EXERCISE INSTRUCTIONS: Repeat all entries exactly.

Saved data entries

┌────────

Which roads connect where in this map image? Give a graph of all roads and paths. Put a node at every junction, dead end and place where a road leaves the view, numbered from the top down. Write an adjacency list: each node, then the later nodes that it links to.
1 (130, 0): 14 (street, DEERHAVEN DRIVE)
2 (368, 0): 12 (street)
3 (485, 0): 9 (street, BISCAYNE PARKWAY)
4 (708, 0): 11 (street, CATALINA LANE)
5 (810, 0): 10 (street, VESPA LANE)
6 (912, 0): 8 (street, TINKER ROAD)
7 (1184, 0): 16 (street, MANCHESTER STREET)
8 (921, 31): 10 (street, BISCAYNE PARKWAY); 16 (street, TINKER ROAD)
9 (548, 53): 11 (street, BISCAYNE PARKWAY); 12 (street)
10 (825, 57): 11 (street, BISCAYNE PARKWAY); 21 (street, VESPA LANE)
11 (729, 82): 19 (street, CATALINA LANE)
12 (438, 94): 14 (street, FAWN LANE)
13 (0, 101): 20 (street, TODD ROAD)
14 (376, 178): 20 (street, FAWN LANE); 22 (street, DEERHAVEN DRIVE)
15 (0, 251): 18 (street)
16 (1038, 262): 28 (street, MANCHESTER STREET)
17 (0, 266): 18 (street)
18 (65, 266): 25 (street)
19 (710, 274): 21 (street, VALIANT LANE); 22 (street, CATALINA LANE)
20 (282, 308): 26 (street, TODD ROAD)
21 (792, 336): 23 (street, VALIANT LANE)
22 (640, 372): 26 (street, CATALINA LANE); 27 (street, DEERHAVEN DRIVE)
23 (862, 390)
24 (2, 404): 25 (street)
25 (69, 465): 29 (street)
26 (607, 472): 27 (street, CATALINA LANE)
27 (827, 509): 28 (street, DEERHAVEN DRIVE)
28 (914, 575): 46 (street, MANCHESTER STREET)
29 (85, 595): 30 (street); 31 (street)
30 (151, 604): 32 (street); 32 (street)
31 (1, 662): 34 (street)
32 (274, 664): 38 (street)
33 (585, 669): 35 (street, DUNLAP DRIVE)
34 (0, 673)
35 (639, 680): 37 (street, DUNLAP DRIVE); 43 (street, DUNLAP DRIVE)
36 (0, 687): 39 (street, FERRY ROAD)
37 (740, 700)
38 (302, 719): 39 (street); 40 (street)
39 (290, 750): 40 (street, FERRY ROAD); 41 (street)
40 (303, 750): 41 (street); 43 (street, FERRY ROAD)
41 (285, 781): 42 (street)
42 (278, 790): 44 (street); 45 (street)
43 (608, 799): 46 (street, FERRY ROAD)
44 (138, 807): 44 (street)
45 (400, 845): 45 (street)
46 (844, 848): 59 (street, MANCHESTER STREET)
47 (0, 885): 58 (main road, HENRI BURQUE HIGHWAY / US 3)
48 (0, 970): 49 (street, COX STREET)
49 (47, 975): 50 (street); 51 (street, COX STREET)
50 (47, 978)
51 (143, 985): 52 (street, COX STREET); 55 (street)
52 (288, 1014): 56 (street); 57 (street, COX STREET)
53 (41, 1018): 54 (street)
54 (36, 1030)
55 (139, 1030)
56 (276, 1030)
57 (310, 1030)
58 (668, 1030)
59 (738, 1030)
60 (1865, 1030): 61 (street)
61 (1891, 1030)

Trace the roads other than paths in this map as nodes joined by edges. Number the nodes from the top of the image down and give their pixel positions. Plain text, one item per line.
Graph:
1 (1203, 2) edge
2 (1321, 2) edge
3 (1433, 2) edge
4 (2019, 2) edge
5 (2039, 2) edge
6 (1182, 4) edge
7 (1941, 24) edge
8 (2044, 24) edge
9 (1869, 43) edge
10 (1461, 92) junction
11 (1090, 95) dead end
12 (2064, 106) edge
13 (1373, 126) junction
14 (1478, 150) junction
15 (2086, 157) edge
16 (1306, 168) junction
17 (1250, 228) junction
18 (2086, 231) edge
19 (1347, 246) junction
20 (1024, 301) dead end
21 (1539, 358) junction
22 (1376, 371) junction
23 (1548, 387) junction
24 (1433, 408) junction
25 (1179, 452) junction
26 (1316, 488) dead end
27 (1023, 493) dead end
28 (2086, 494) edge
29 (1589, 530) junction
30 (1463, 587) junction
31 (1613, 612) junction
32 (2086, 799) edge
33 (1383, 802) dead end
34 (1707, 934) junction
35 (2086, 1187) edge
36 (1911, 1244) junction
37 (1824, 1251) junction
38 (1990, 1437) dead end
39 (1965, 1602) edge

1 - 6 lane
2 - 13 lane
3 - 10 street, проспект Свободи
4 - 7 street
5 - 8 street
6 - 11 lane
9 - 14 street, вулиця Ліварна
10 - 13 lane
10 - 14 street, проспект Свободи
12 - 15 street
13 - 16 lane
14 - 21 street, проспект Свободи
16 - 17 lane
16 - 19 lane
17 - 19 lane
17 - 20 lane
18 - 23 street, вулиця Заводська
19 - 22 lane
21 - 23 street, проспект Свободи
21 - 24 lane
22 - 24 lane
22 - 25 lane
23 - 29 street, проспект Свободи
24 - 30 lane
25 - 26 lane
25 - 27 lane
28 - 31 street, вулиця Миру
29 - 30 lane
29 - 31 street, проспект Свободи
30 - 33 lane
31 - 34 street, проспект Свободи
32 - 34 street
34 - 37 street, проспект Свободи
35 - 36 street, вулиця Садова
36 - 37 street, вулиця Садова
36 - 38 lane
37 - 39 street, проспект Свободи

└────────

ANSWER FOR THIS EXERCISE:
Which roads connect where in this map image? Give a graph of all roads and paths. Put a node at every junction, dead end and place where a road leaves the view, numbered from the top down. Write an adjacency list: each node, then the later nodes that it links to.
1 (130, 0): 14 (street, DEERHAVEN DRIVE)
2 (368, 0): 12 (street)
3 (485, 0): 9 (street, BISCAYNE PARKWAY)
4 (708, 0): 11 (street, CATALINA LANE)
5 (810, 0): 10 (street, VESPA LANE)
6 (912, 0): 8 (street, TINKER ROAD)
7 (1184, 0): 16 (street, MANCHESTER STREET)
8 (921, 31): 10 (street, BISCAYNE PARKWAY); 16 (street, TINKER ROAD)
9 (548, 53): 11 (street, BISCAYNE PARKWAY); 12 (street)
10 (825, 57): 11 (street, BISCAYNE PARKWAY); 21 (street, VESPA LANE)
11 (729, 82): 19 (street, CATALINA LANE)
12 (438, 94): 14 (street, FAWN LANE)
13 (0, 101): 20 (street, TODD ROAD)
14 (376, 178): 20 (street, FAWN LANE); 22 (street, DEERHAVEN DRIVE)
15 (0, 251): 18 (street)
16 (1038, 262): 28 (street, MANCHESTER STREET)
17 (0, 266): 18 (street)
18 (65, 266): 25 (street)
19 (710, 274): 21 (street, VALIANT LANE); 22 (street, CATALINA LANE)
20 (282, 308): 26 (street, TODD ROAD)
21 (792, 336): 23 (street, VALIANT LANE)
22 (640, 372): 26 (street, CATALINA LANE); 27 (street, DEERHAVEN DRIVE)
23 (862, 390)
24 (2, 404): 25 (street)
25 (69, 465): 29 (street)
26 (607, 472): 27 (street, CATALINA LANE)
27 (827, 509): 28 (street, DEERHAVEN DRIVE)
28 (914, 575): 46 (street, MANCHESTER STREET)
29 (85, 595): 30 (street); 31 (street)
30 (151, 604): 32 (street); 32 (street)
31 (1, 662): 34 (street)
32 (274, 664): 38 (street)
33 (585, 669): 35 (street, DUNLAP DRIVE)
34 (0, 673)
35 (639, 680): 37 (street, DUNLAP DRIVE); 43 (street, DUNLAP DRIVE)
36 (0, 687): 39 (street, FERRY ROAD)
37 (740, 700)
38 (302, 719): 39 (street); 40 (street)
39 (290, 750): 40 (street, FERRY ROAD); 41 (street)
40 (303, 750): 41 (street); 43 (street, FERRY ROAD)
41 (285, 781): 42 (street)
42 (278, 790): 44 (street); 45 (street)
43 (608, 799): 46 (street, FERRY ROAD)
44 (138, 807): 44 (street)
45 (400, 845): 45 (street)
46 (844, 848): 59 (street, MANCHESTER STREET)
47 (0, 885): 58 (main road, HENRI BURQUE HIGHWAY / US 3)
48 (0, 970): 49 (street, COX STREET)
49 (47, 975): 50 (street); 51 (street, COX STREET)
50 (47, 978)
51 (143, 985): 52 (street, COX STREET); 55 (street)
52 (288, 1014): 56 (street); 57 (street, COX STREET)
53 (41, 1018): 54 (street)
54 (36, 1030)
55 (139, 1030)
56 (276, 1030)
57 (310, 1030)
58 (668, 1030)
59 (738, 1030)
60 (1865, 1030): 61 (street)
61 (1891, 1030)

Trace the roads other than paths in this map as nodes joined by edges. Number the nodes from the top of the image down and give their pixel positions. Plain text, one item per line.
Graph:
1 (1203, 2) edge
2 (1321, 2) edge
3 (1433, 2) edge
4 (2019, 2) edge
5 (2039, 2) edge
6 (1182, 4) edge
7 (1941, 24) edge
8 (2044, 24) edge
9 (1869, 43) edge
10 (1461, 92) junction
11 (1090, 95) dead end
12 (2064, 106) edge
13 (1373, 126) junction
14 (1478, 150) junction
15 (2086, 157) edge
16 (1306, 168) junction
17 (1250, 228) junction
18 (2086, 231) edge
19 (1347, 246) junction
20 (1024, 301) dead end
21 (1539, 358) junction
22 (1376, 371) junction
23 (1548, 387) junction
24 (1433, 408) junction
25 (1179, 452) junction
26 (1316, 488) dead end
27 (1023, 493) dead end
28 (2086, 494) edge
29 (1589, 530) junction
30 (1463, 587) junction
31 (1613, 612) junction
32 (2086, 799) edge
33 (1383, 802) dead end
34 (1707, 934) junction
35 (2086, 1187) edge
36 (1911, 1244) junction
37 (1824, 1251) junction
38 (1990, 1437) dead end
39 (1965, 1602) edge

1 - 6 lane
2 - 13 lane
3 - 10 street, проспект Свободи
4 - 7 street
5 - 8 street
6 - 11 lane
9 - 14 street, вулиця Ліварна
10 - 13 lane
10 - 14 street, проспект Свободи
12 - 15 street
13 - 16 lane
14 - 21 street, проспект Свободи
16 - 17 lane
16 - 19 lane
17 - 19 lane
17 - 20 lane
18 - 23 street, вулиця Заводська
19 - 22 lane
21 - 23 street, проспект Свободи
21 - 24 lane
22 - 24 lane
22 - 25 lane
23 - 29 street, проспект Свободи
24 - 30 lane
25 - 26 lane
25 - 27 lane
28 - 31 street, вулиця Миру
29 - 30 lane
29 - 31 street, проспект Свободи
30 - 33 lane
31 - 34 street, проспект Свободи
32 - 34 street
34 - 37 street, проспект Свободи
35 - 36 street, вулиця Садова
36 - 37 street, вулиця Садова
36 - 38 lane
37 - 39 street, проспект Свободи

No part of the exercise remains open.